Cupcakes 1

110 6 0
                                    

Jenna's POV

.

.

.

Hari ini adalah hari pertamaku mengajar kursus piano. Sudah lama aku menantikan hari ini, hari dimana impianku menjadi Guru Piano terwujudkan. Piano adalah sahabat sejatiku sejak aku kecil. Saat aku sedang sedih, aku mengadu pada piano. Menurutku piano adalah pelipur lara yang selalu menghiburku.

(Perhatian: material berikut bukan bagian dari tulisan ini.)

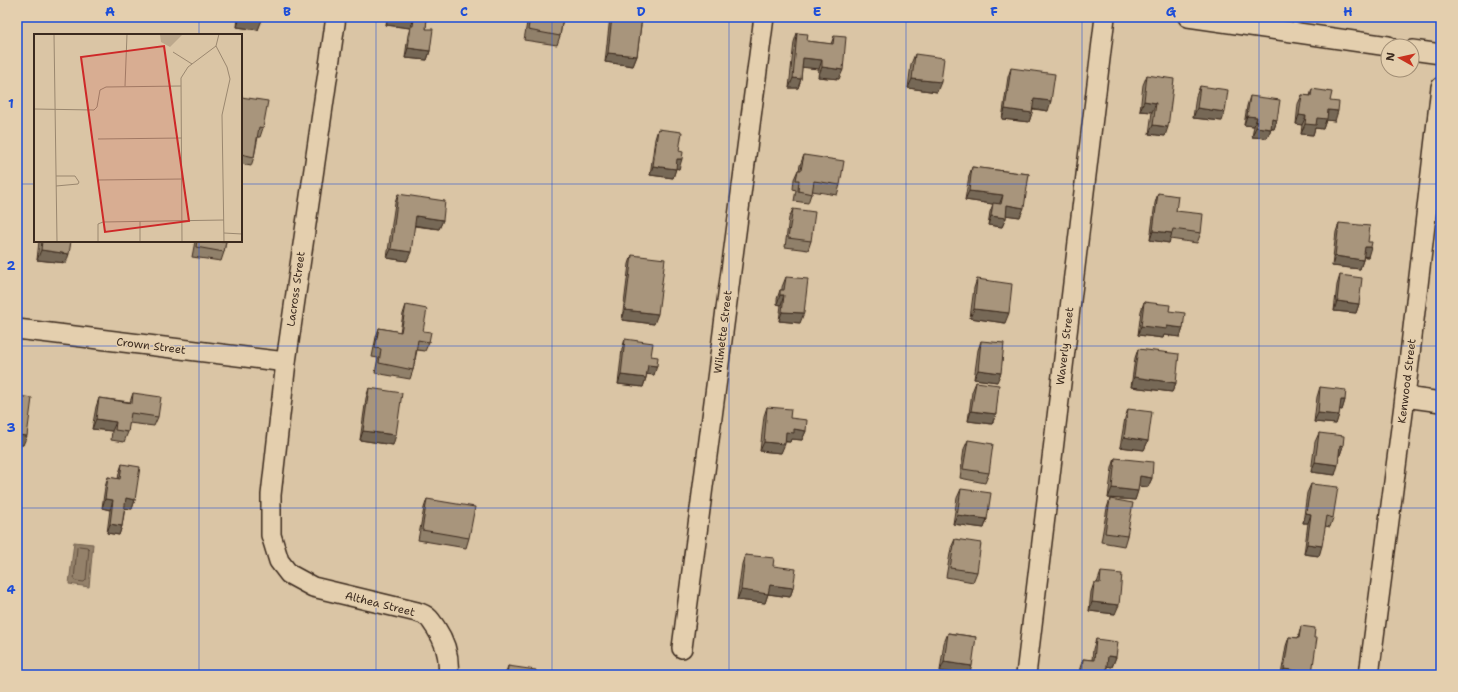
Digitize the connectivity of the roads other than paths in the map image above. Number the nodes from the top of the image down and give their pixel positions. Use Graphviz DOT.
graph roads {
  1 [pos="336,17"];
  2 [pos="764,17"];
  3 [pos="1105,17"];
  4 [pos="1188,17"];
  5 [pos="1380,45"];
  6 [pos="1420,51"];
  7 [pos="1441,54"];
  8 [pos="1441,88"];
  9 [pos="17,329"];
  10 [pos="286,362"];
  11 [pos="1406,397"];
  12 [pos="1441,402"];
  13 [pos="279,561"];
  14 [pos="682,648"];
  15 [pos="448,675"];
  16 [pos="1026,675"];
  17 [pos="1370,675"];
  1 -- 10 [label="street, Lacross Street"];
  2 -- 14 [label="street, Wilmette Street"];
  3 -- 16 [label="street, Waverly Street"];
  4 -- 5 [label="street"];
  6 -- 7 [label="street"];
  8 -- 11 [label="street, Kenwood Street"];
  9 -- 10 [label="street, Crown Street"];
  10 -- 13 [label="street, Lacross Street"];
  11 -- 12 [label="street"];
  11 -- 17 [label="street, Kenwood Street"];
  13 -- 15 [label="street, Althea Street"];
}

Oh, iya. Mungkin di antara kalian ada yang belum mengenalku, namaku Jenna Thereby Hamilton, orang - orang sekelilingku sering memanggilku Jenna atau Jenn. Umurku 21 tahun, aku lahir di Queensland, Australia, namun pada usia 13 tahun, aku dan keluargaku pindah ke London. Dan sekarang aku sedang berada di salah satu apartemen di London, Inggris.

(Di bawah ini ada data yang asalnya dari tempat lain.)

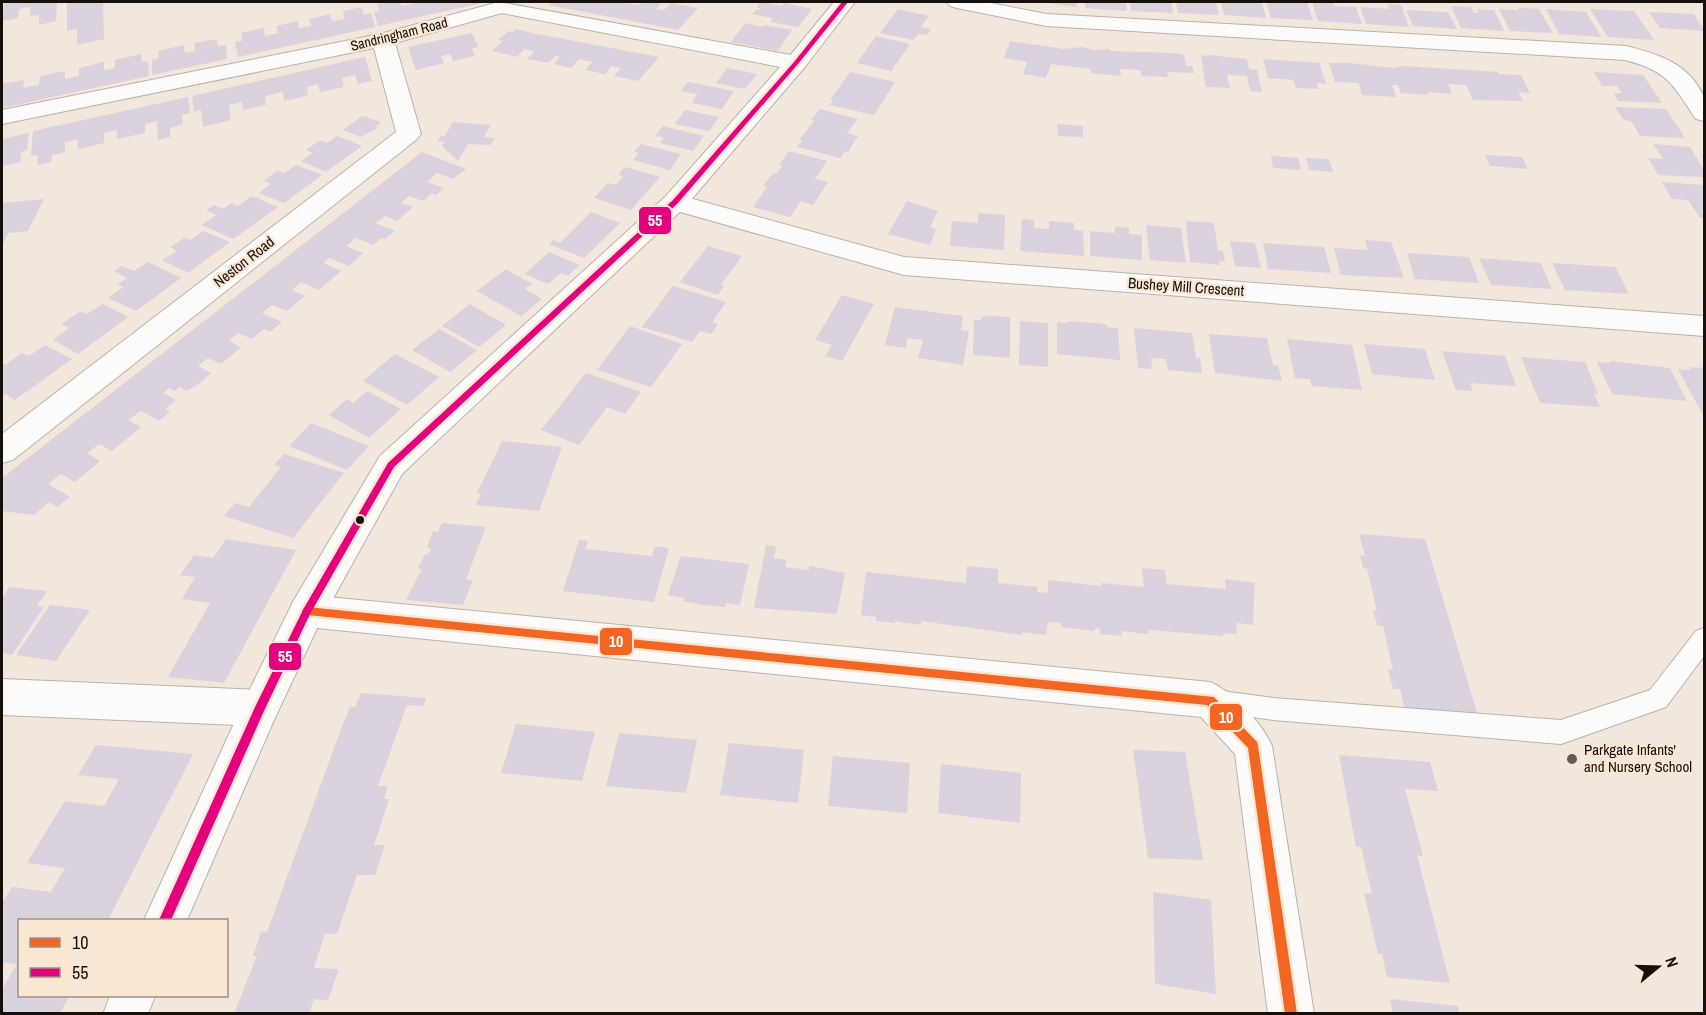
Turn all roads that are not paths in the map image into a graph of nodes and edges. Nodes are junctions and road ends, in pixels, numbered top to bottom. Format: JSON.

Aku beranjak dari ranjang queen-size ku saat mendengar suara ketukan pintu dari arah luar. Bukankah ini masih terlalu pagi untuk bertamu? Maksudku, hello, sekarang masih pukul 6:45 AM, dimana masyarakat London masih bergulat dengan guling di ranjang masing - masing.

Dengan langkah koala, aku berjalan mendekati pintu, membukanya perlahan dan memutar bola mata bosan saat mengetahui siapa yang berdiri di hadapanku sekarang.

"Selamat pagi, Jenna!"

Seseorang yang mengganggu waktu istirahatku tadi memasang senyum lebar dengan membawa sebuah kotak dihiasi pita merah di sekelilingnya. Ini telah menjadi rutinitasnya untuk membawakanku sebuah cupcake. Dan itu sangat menggangguku.

Aku menutup pintu dengan membantingnya, tidak peduli dengan suara gedoran pintu dari luar.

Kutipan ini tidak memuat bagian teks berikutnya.